The odd thing about this combination of constraints is that it means we have distribute libraries that are meant to run in the browser, but are compiled/bundled by tools in Node.js. This lead me to a key realization: Distributing JS libraries for the web cannot be based on browser versions. There are a few reasons for this.

  • App build tools are the source of truth

    The app’s build tool is the source of truth, so any JS libraries that choose their own browser support will either have to choose a lowest common denominator of targets or be overridden by the app’s targets.

    For example, if a library distributes itself with class syntax an app that needs to run in browsers that don’t have classes will compile the library down to older syntax. Conversely, if a a library compiles the class syntax down to older syntax, any apps that don’t need that compiled down will incur extra cost from the library.

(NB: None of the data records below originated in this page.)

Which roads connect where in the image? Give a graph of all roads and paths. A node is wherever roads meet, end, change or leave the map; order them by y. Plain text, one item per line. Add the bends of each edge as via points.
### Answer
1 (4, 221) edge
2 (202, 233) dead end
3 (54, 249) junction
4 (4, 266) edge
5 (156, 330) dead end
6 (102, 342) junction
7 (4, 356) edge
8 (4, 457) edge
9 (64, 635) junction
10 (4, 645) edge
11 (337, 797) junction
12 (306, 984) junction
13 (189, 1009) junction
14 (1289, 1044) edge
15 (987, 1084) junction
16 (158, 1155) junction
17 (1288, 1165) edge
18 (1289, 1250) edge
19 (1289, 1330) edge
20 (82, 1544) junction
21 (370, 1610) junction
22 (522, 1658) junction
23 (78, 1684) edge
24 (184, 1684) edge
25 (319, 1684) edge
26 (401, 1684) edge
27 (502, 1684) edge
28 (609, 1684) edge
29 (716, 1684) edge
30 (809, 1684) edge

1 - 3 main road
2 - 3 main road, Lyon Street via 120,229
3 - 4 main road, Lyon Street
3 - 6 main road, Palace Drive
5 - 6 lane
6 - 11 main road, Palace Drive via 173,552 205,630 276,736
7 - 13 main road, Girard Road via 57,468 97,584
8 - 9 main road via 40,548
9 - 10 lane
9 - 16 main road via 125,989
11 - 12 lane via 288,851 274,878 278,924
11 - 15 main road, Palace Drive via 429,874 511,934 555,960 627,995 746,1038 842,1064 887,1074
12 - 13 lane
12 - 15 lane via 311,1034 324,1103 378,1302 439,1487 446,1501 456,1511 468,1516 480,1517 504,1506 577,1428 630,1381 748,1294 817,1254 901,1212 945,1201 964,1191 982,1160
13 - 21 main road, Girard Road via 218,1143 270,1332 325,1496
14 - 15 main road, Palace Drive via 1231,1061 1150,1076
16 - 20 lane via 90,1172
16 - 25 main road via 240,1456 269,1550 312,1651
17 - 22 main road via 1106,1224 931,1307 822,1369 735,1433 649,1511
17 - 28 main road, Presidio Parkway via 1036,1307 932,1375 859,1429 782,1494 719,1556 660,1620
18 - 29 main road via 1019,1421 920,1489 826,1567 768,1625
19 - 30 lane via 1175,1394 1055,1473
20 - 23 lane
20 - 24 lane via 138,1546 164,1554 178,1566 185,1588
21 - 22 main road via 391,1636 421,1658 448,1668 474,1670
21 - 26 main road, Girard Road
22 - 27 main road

    This commonly surfaces as the “modern vs. ES5” build debate. Libraries can solve this problem by distributing multiple versions of themselves, but that relies on being able to bucket features into a finite number of versions. This approach does not scale well and forces both apps and libraries into a compatibility dance and turns conversations about optimization into conversations about build tooling and its inevitable limitations.

  • Outdated Build tools

    Another problem with this approach is that it requires app owners to have detailed knowledge about their build tool and its configuration, as well as detailed knowledge about the library source. For example, a library that uses optional chaining cannot be used by an app unless the app’s build tool can compile optional chaining. Either the library maintainer has to spend time documenting this, or the app owner has to inspect library source (or wait for their build tool to fail). Neither solution scales well.

  • Changed Semantics

    Lastly, a library that compiles itself for the browser, but is consumed by a build tool runs the risk of changing semantics. For example, import statements compiled by WebPack are different from import statements that run directly in the browser. A library author that distributes code for browsers that implement import can unwittingly be opted into WebPack’s compiled require statements instead. This more or less “works” today because of the close collaboration between all the involved parties, but seems risky in the long run.


While mulling through this, a coworker pointed me to the TypeScript compiler and its --target flag. This triggered a second key idea:

Instead of targeting a list of browsers, JS libraries that target build tools should compile to a spec.

I really like this approach because it allows library authors to provide a real guarantee of what syntax and features an app and it’s build tools can expect. For example, tsc can compile a library to, say, ES2018 and let the app take over from there. App owners can more easily ensure that their build tools are configured with the plugins required for ES2018 (rather than individual features), and a library maintainer does not need to worry about browser support.

The downside of libraries distributed this way is that they can not be used directly via a script tag, because a spec version is not tied to any specific browser versions. This seems like an acceptable tradeoff, as bundling app dependencies is a common practice. It also seems weird to use TypeScript to compile non-TypeScript projects.

That said, I think this a scalable approach and greatly reduces the mental burden for both app and library developers.